MARIANA VIOLANTE
O problema da habitação atinge muitos trabalhadores e estudantes, as famílias em geral. Também aqui, só a união, a solidariedade e o trabalho em comunidade poderão contribuir para resolver esta situação.
Estipula o artigo 65.º da nossa Constituição que “todos têm direito, para si e para a sua família, a uma habitação de dimensão adequada, em condições de higiene e conforto, e que preserve a intimidade pessoal e a privacidade familiar”.
Afirmar e exigir o direito à habitação não significa que se exija que o Governo “dê casas a toda a gente”. Este contra-argumento básico de quem critica o activismo e os movimentos pela Habitação é muitas vezes utilizado para desviar a atenção do problema na sua raiz: a falta de políticas públicas concretas que concretizem este direito.
No referido artigo 65.º, os números seguintes à primeira afirmação estipulam muito especificamente o que há a fazer e – espantem-se! – em nenhum momento menciona a distribuição generalizada de casas.
Aliás, o que dizem os números seguintes deste artigo fundamental da nossa democracia — e que está em incumprimento — é precisamente que este direito deverá ser garantido por um conjunto de várias políticas públicas para que as pessoas consigam ter acesso justo a habitação.
O que nos impede de ter habitação digna a preços justos e comportáveis com condições de habitabilidade confortáveis não é haver muita procura para pouca oferta (existem muitas casas por ocupar e recuperar); não é falta de construção (há muito prédios recém-construídos vazios, vendidos a grandes grupos económicos e ‘fundos abutres’ que usam casas como activos para especulação financeira); não é haver senhorios que arrendam, a 30 imigrantes desesperados, uma casa em péssimas condições. Esta realidade existe, é certo, mas o problema fundamental não são os inquilinos, são as circunstâncias em que eles actuam.
OS ÍMPETOS GANANCIOSOS DO CAPITALISMO
Quais são, então, as circunstâncias que impedem o cumprimento do nosso direito a ter uma casa onde morar? São as circunstâncias do mercado desregulado, selvagem, sem qualquer tipo de limites regras ou políticas. Actualmente, em Portugal e numa boa parte do Mundo, a habitação é a área social em que melhor se vê o que acontece quando se deixa o “mercado” funcionar livremente, sem nada que ponha travão aos ímpetos gananciosos da estrutura capitalista em que vivemos: caos, injustiça, privações, ausência de respostas públicas para a população em geral, e as vulneráveis em particular.
No nosso país, há pessoas que trabalham e que, no final do dia, regressam para a rua, e não para uma casa.
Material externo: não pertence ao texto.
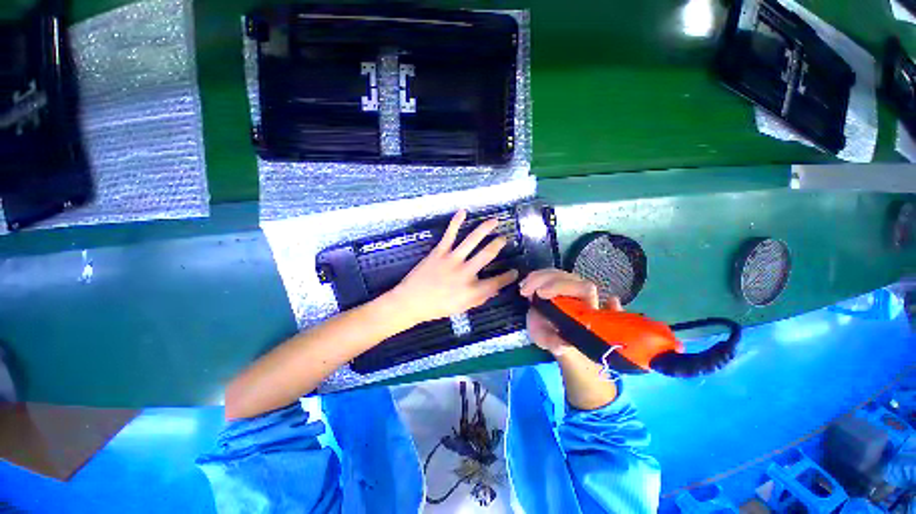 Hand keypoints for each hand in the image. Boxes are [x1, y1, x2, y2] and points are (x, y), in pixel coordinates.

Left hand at [387, 210, 518, 326]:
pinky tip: (463, 211)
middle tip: (504, 238)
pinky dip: (456, 222)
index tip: (515, 271)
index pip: (497, 282)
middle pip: (487, 254)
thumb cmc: (437, 307)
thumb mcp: (462, 308)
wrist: (411, 301)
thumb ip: (480, 298)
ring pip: (472, 240)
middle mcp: (466, 273)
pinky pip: (450, 234)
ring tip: (494, 221)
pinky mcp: (439, 252)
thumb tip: (495, 289)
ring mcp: (452, 260)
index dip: (508, 276)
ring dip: (485, 229)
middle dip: (498, 244)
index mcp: (472, 290)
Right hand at [520, 269, 621, 355]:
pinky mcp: (555, 281)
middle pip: (567, 277)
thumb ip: (557, 345)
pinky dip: (533, 277)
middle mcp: (580, 292)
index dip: (563, 287)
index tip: (541, 293)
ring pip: (556, 274)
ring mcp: (568, 285)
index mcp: (587, 308)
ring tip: (523, 290)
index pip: (584, 288)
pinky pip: (547, 274)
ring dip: (537, 278)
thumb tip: (560, 346)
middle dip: (545, 281)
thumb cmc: (558, 339)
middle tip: (527, 291)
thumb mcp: (555, 345)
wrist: (550, 333)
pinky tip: (524, 286) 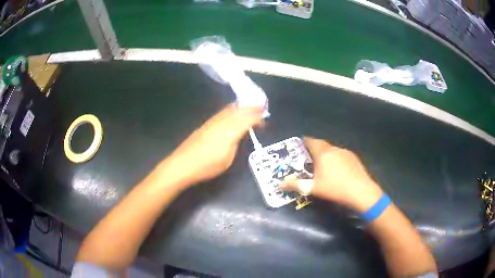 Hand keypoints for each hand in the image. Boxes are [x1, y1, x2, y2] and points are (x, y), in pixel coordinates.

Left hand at [164, 104, 262, 186]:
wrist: (183, 164)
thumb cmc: (207, 166)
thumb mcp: (228, 159)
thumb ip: (236, 143)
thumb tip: (241, 134)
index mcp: (229, 131)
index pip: (247, 118)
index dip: (257, 116)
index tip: (265, 117)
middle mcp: (221, 122)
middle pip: (239, 109)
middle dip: (251, 108)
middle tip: (261, 109)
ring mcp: (212, 122)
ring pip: (230, 109)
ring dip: (241, 108)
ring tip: (249, 110)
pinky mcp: (205, 124)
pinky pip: (223, 113)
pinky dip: (232, 111)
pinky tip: (233, 115)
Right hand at [280, 137, 383, 211]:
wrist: (361, 192)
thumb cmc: (334, 188)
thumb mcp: (313, 188)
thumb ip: (296, 185)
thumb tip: (279, 184)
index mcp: (323, 153)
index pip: (311, 141)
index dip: (304, 141)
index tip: (299, 145)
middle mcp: (334, 149)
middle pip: (322, 145)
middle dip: (314, 149)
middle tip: (308, 157)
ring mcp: (346, 153)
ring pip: (332, 150)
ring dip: (326, 154)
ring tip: (322, 165)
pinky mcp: (354, 159)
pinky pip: (341, 155)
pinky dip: (336, 159)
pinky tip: (337, 170) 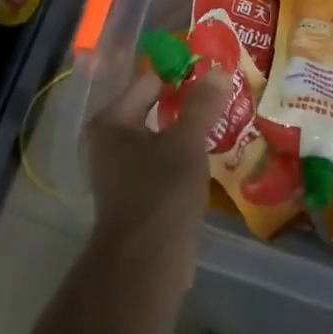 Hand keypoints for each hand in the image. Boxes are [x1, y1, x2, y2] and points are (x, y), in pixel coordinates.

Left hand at [84, 67, 231, 273]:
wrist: (145, 261)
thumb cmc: (160, 191)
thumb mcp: (186, 142)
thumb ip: (202, 105)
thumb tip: (219, 72)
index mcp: (112, 120)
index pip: (150, 81)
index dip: (182, 75)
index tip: (214, 75)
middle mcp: (108, 141)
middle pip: (153, 109)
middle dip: (186, 104)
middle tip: (223, 98)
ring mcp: (119, 171)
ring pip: (160, 138)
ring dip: (186, 133)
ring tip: (223, 125)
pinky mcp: (135, 196)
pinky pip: (161, 164)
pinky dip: (182, 159)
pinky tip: (209, 159) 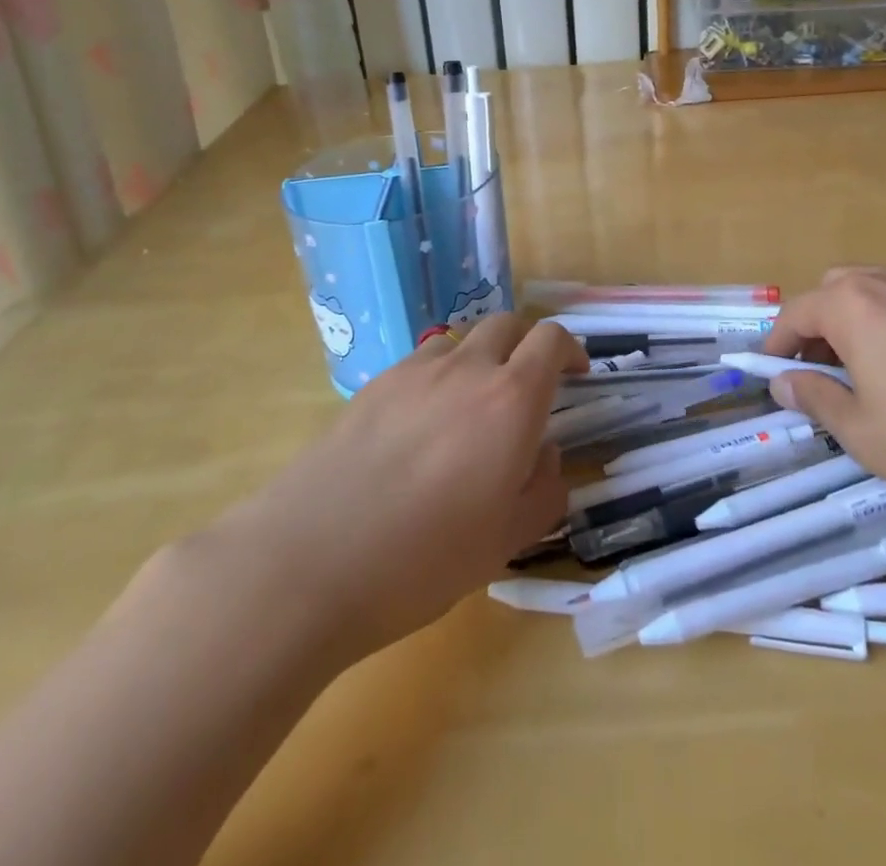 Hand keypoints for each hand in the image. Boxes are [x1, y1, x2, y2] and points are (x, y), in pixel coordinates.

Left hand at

O problema da habitação é um problema de muitos trabalhadores e estudantes, das famílias em geral. Também aqui, só a união, a solidariedade e o trabalho em comunidade poderão resolver esta situação.
Da mesma forma que lutamos e conquistamos os nossos direitos laborais nas acções de luta e greves, também para este problema teremos de vir para a rua, para os locais de decisão política, para as vizinhanças, associações e cooperativas.
O problema de base é o mesmo, e a solução também: destruir os mecanismos que nos oprimem com a força do esclarecimento, da união e da exigência de acção concreta!
NOVO PERFIL DE EXCLUSÃO SOCIAL: MAIS JOVENS, MULHERES E MIGRANTES
Aumenta número de “sem-abrigo trabalhador”
Especulação imobiliária, “boom” do turismo, baixos salários e precariedade laboral “empurram” muitos para a vivência ao relento, numa tenda ou construção devoluta.
Está a aumentar o número de pessoas que, apesar de trabalhar, ter um rendimento mensal ou estando inseridas em formações pagas, não consegue assegurar a renda de uma casa ou sequer de um quarto, sobretudo em Lisboa.
Este fenómeno foi identificado como um dos factores que contribuíram para a subida acentuada do número de sem-abrigo em 2023, cujo novo perfil de exclusão foge ao tradicional (associado a dependências ou situações crónicas): auferem salários baixos e têm trabalhos maioritariamente precários.
Este perfil de “sem-abrigo trabalhador” – com mais jovens, mulheres e migrantes a enfrentarem esta realidade – é recente e coincide com a prolongada especulação imobiliária e o actual “boom” do turismo. Os dados mais recentes revelam um aumento preocupante do número de pessoas sem-abrigo em Portugal. Em 2023, foram identificados 13.128 casos (+23% face a 2022), mais do dobro dos registados em 2018, com Lisboa a liderar com 3.378 pessoas sem-abrigo, enquanto a Área Metropolitana contabilizou 4.871 casos (um crescimento de 50% nos últimos cinco anos).
Perante este autêntico flagelo social, é urgente definir a habitação como prioridade nacional, devendo o Estado assumir, em pleno, o seu primordial papel enquanto garante do direito constitucional à habitação.